No entanto, embora não possamos questionar que o mundo está experimentando uma vasta liberação de luz, podemos e questionamos a maneira como respondemos a essa experiência, porque, ao enfrentarmos o grande poder da luz, devemos também enfrentar o fato de que qualquer poder, incluindo o da luz, se canalizado incorretamente ou mal direcionado, será um desastre em potencial. Mesmo a própria luz do conhecimento muitas vezes conduz apenas ao desespero e à destrutividade, enquanto a luz do amor, por si só, frequentemente contribui apenas com a soma total da instabilidade emocional e da loucura humana. É evidente que até mesmo o poder da luz requer um agente direcionador seguro, se for para servir à intenção divina.

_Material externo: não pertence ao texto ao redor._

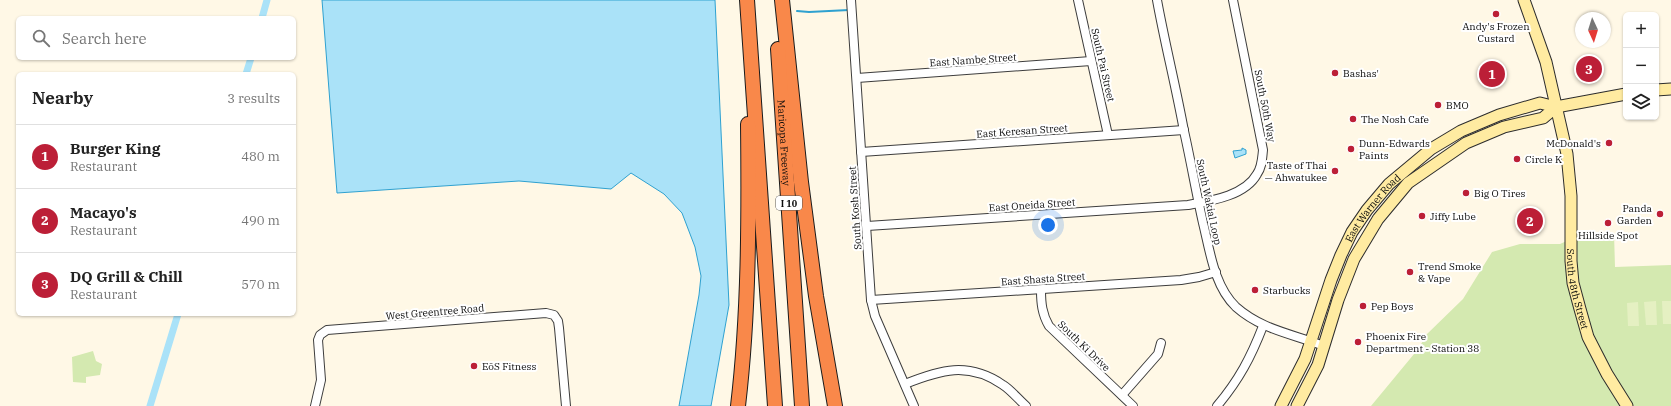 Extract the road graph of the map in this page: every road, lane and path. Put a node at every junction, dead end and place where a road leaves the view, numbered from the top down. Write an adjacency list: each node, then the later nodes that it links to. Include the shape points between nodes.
1 (741, 0): 34 (highway, via 749,188 745,336)
2 (747, 0): 35 (highway, I 10)
3 (774, 0): 36 (highway, Maricopa Freeway / I 10)
4 (782, 0): 37 (highway, via 801,182 816,296)
5 (851, 0): 11 (street, South Kosh Street)
6 (1078, 0): 10 (street, South Pai Street)
7 (1157, 0): 16 (street, South Wakial Loop)
8 (1233, 0): 19 (street, South 50th Way, via 1262,138 1262,163 1252,181 1244,187 1234,193)
9 (1524, 0): 15 (main road, South 48th Street, via 1546,62)
10 (1091, 62): 11 (street, East Nambe Street); 17 (street, South Pai Street)
11 (857, 78): 18 (street, South Kosh Street)
12 (1671, 89): 13 (main road)
13 (1659, 90)
14 (1623, 95): 15 (main road, East Warner Road)
15 (1556, 107): 21 (main road, East Warner Road, via 1540,103 1499,114 1461,131 1431,149 1389,184 1367,210 1352,232); 23 (main road, East Warner Road, via 1543,118 1504,127 1466,143 1408,184 1378,219); 44 (main road, South 48th Street, via 1570,180 1570,249 1573,283 1588,337)
16 (1184, 130): 17 (street, East Keresan Street); 19 (street, South Wakial Loop)
17 (1108, 135): 18 (street, East Keresan Street)
18 (861, 152): 20 (street, South Kosh Street)
19 (1199, 203): 20 (street, East Oneida Street); 22 (street, South Wakial Loop)
20 (867, 226): 25 (street, South Kosh Street)
21 (1336, 269): 23 (main road); 27 (main road, East Warner Road)
22 (1216, 272): 24 (street, East Shasta Street, via 1181,280); 26 (street, South Wakial Loop, via 1227,296 1235,306)
23 (1348, 273): 29 (main road, East Warner Road)
24 (1041, 290): 25 (street, East Shasta Street); 31 (street, South Ki Drive, via 1044,317 1049,326)
25 (872, 300): 30 (street, South Kosh Street, via 875,316)
26 (1263, 326): 27 (street, South Wakial Loop); 41 (street, via 1248,364)
27 (1311, 342): 29 (street, South Wakial Loop); 42 (main road, East Warner Road, via 1305,360)
28 (1161, 343): 31 (street, via 1158,354)
29 (1324, 346): 43 (main road, East Warner Road)
30 (905, 384): 38 (street, South Kosh Street); 39 (street, via 932,373 949,370 968,371 987,376 1003,385)
31 (1122, 395): 40 (street, South Ki Drive)
32 (315, 406): 33 (street, West Greentree Road, via 321,380 318,346 320,335 327,330 537,313 554,315 558,321)
33 (566, 406)
34 (738, 406)
35 (775, 406)
36 (802, 406)
37 (835, 406)
38 (914, 406)
39 (1026, 406)
40 (1134, 406)
41 (1217, 406)
42 (1281, 406)
43 (1298, 406)
44 (1627, 406) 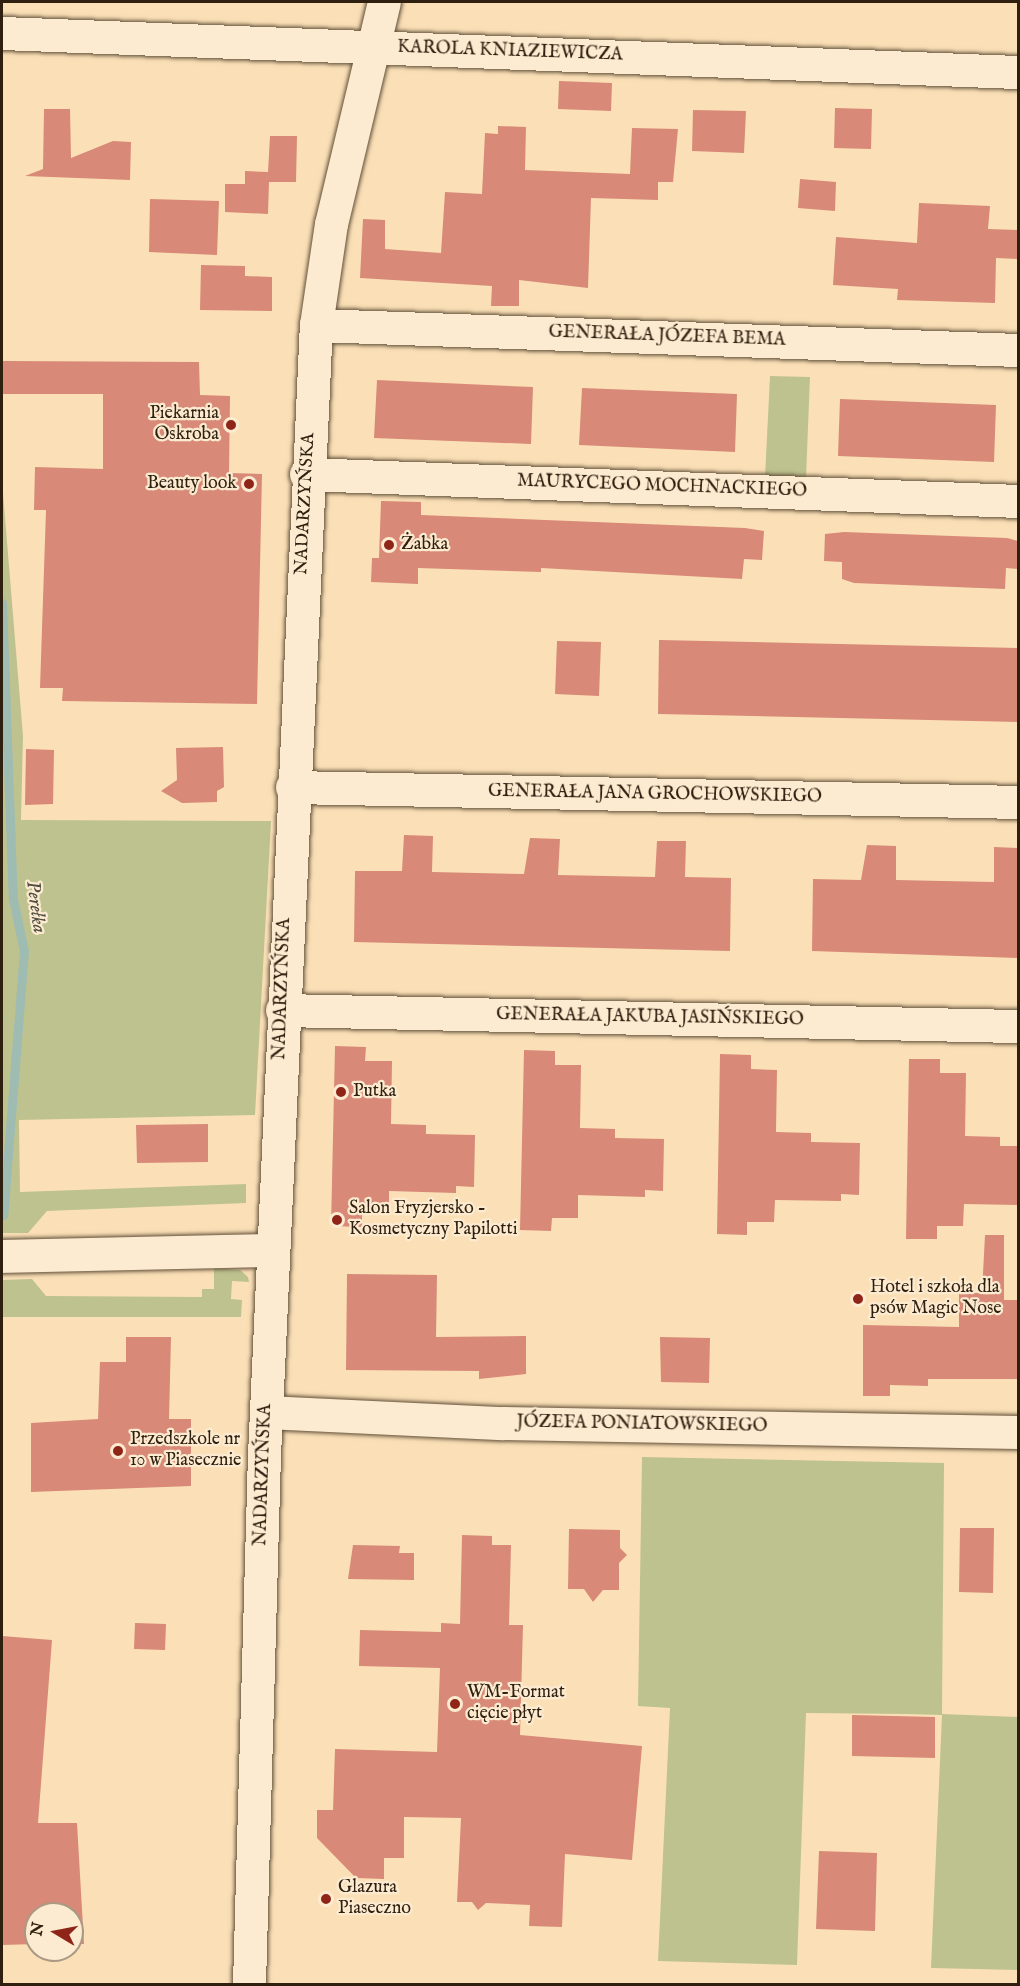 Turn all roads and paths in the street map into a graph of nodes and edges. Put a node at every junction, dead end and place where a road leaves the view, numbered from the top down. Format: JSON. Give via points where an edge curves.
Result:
{"nodes":[{"id":1,"x":384,"y":2,"type":"edge"},
{"id":2,"x":2,"y":33,"type":"edge"},
{"id":3,"x":373,"y":47,"type":"junction"},
{"id":4,"x":1018,"y":72,"type":"edge"},
{"id":5,"x":316,"y":325,"type":"junction"},
{"id":6,"x":1018,"y":350,"type":"edge"},
{"id":7,"x":306,"y":474,"type":"junction"},
{"id":8,"x":1018,"y":501,"type":"edge"},
{"id":9,"x":292,"y":787,"type":"junction"},
{"id":10,"x":1018,"y":802,"type":"edge"},
{"id":11,"x":282,"y":1010,"type":"junction"},
{"id":12,"x":1018,"y":1026,"type":"edge"},
{"id":13,"x":273,"y":1250,"type":"junction"},
{"id":14,"x":2,"y":1256,"type":"edge"},
{"id":15,"x":266,"y":1412,"type":"junction"},
{"id":16,"x":1018,"y":1432,"type":"edge"},
{"id":17,"x":249,"y":1984,"type":"edge"}],
"edges":[{"from":1,"to":3,"type":"street","name":"NADARZYŃSKA"},
{"from":2,"to":3,"type":"street","name":"KAROLA KNIAZIEWICZA"},
{"from":3,"to":4,"type":"street","name":"KAROLA KNIAZIEWICZA"},
{"from":3,"to":5,"type":"street","name":"NADARZYŃSKA","via":[[331,224]]},
{"from":5,"to":6,"type":"street","name":"GENERAŁA JÓZEFA BEMA"},
{"from":5,"to":7,"type":"street","name":"NADARZYŃSKA"},
{"from":7,"to":8,"type":"street","name":"MAURYCEGO MOCHNACKIEGO"},
{"from":7,"to":9,"type":"street","name":"NADARZYŃSKA"},
{"from":9,"to":10,"type":"street","name":"GENERAŁA JANA GROCHOWSKIEGO"},
{"from":9,"to":11,"type":"street","name":"NADARZYŃSKA"},
{"from":11,"to":12,"type":"street","name":"GENERAŁA JAKUBA JASIŃSKIEGO"},
{"from":11,"to":13,"type":"street","name":"NADARZYŃSKA"},
{"from":13,"to":14,"type":"street"},
{"from":13,"to":15,"type":"street","name":"NADARZYŃSKA"},
{"from":15,"to":16,"type":"street","name":"JÓZEFA PONIATOWSKIEGO","via":[[503,1423]]},
{"from":15,"to":17,"type":"street","name":"NADARZYŃSKA"}]} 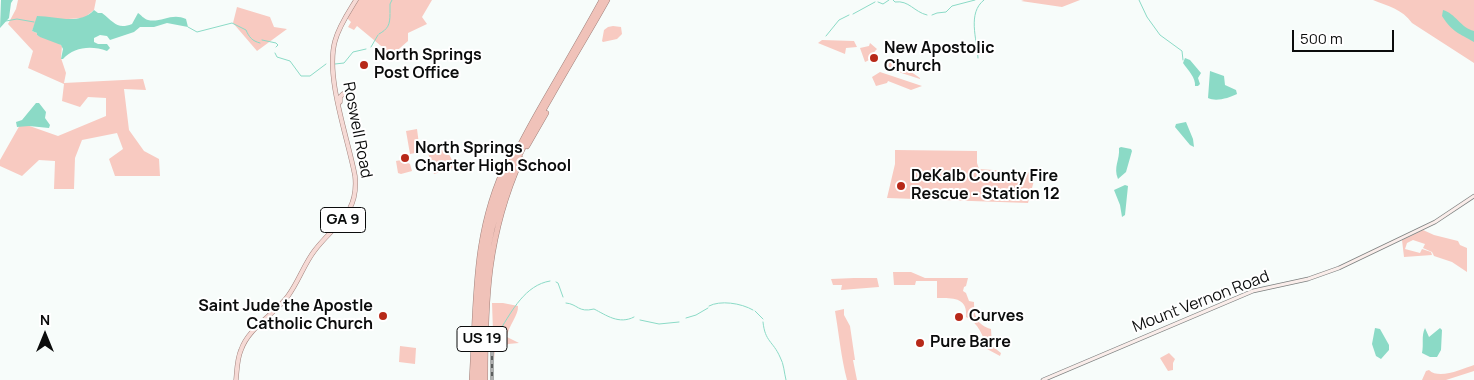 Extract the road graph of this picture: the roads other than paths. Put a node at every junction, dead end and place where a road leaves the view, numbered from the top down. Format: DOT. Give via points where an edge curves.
graph roads {
  1 [pos="356,0"];
  2 [pos="602,0"];
  3 [pos="607,0"];
  4 [pos="573,59"];
  5 [pos="336,90"];
  6 [pos="340,106"];
  7 [pos="540,108"];
  8 [pos="1474,196"];
  9 [pos="236,380"];
  10 [pos="471,380"];
  11 [pos="476,380"];
  12 [pos="480,380"];
  13 [pos="486,380"];
  14 [pos="1043,380"];
  1 -- 5 [label="main road, Roswell Road" via="335,40 332,62"];
  2 -- 7 [label="highway, US 19"];
  3 -- 4 [label="highway, US 19"];
  4 -- 12 [label="highway, US 19" via="521,150 498,208 485,267"];
  4 -- 13 [label="highway" via="565,80 521,158 503,204 492,252 486,319"];
  5 -- 6 [label="main road, Roswell Road"];
  5 -- 6 [label="main road" via="345,94 340,97"];
  6 -- 9 [label="main road, Roswell Road / GA 9" via="352,164 356,164 355,191 349,211 312,253 285,300 248,336 240,352"];
  7 -- 10 [label="highway" via="518,139 500,177 481,242"];
  7 -- 11 [label="highway, US 19" via="510,164 490,222 480,281"];
  8 -- 14 [label="main road, Mount Vernon Road" via="1434,222 1339,268 1253,291"];
}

Essa direção segura está disponível através do Cristo que, como mediador entre a Humanidade e o Mundo da Luz, libera a luz e dirige na extensão de onda da Sabedoria (o conhecimento temperado com amor) de tal maneira que ela pode ser verdadeiramente efetiva na vida espiritual da Humanidade. Todo o ensino de Cristo, durante Sua encarnação, aponta nessa direção. Ele ensinou, sempre, que os Ritos da Páscoa, marcando a conclusão de um ciclo de objetividade no plano físico, nunca eram o fim, mas o início de uma experiência nova, especial e mais profunda, bem como de um relacionamento aprofundado com Ele, por meio de uma liberação divina conhecida em termos da Trindade como o Aspecto de Luz de Deus: Deus-Espírito Santo.
Quando, por meio do uso correto do poderoso impulso do Amor Crístico, que é o poder transformador da vida humana, tivermos respondido a tudo que o Cristo trouxe à Terra e reconhecermos esse poder como o aspecto do Amor de Deus, então será possível entrarmos no estado exaltado prometido por Cristo, a Iluminação de Fogo. Nas palavras da Bíblia, “Todos os livros do mundo não poderiam conter o que poderia ser dito…” (Jo 21:25) sobre um verdadeiro contato da alma com a própria natureza de Deus como Luz. Para todos os que buscam essa iluminação divina com reverência e sinceridade, a Luz do Espírito Santo concede três grandes graças de consciência:
A primeira dessas três graças é o autoconhecimento. “Homem, conhece-te a ti mesmo” é um conselho antigo. Os Iniciados da antiguidade afirmavam que Deus, o Incognoscível, Se tornou conhecível na medida em que nós, uma criação à imagem e semelhança de Deus, nos tornamos realmente conhecido por nós mesmos. A Luz do Espírito Santo serve para aumentar esse conhecimento. Ela abre caminho para a Iluminação. Os Estudantes Rosacruzes que se dedicam aos Estudos Bíblicos Rosacruzes reconhecem essa Luz como o Espírito interior da Verdade, o Santo Consolador, o paráclito predito por Cristo. Seja qual for o nome, todos podem reconhecê-lo como um aspecto do Ser interior que atua como professor e orientador. Quando aquele orientador interior é fervoroso e reverentemente, chamado para iluminar o caminho e a resposta da “Voz do silêncio” é ouvida e amorosamente obedecida, a Luz do Espírito Santo Se torna potentemente operativa na experiência diária do nível humano. Com a elevação da consciência acompanhando a percepção que surge desse conhecimento de primeira mão da atividade do Espírito Santo, segue-se a espiritualização progressiva, ou o Cristianismo, da nossa Mente, que é a meta suprema para a realização da atual Humanidade.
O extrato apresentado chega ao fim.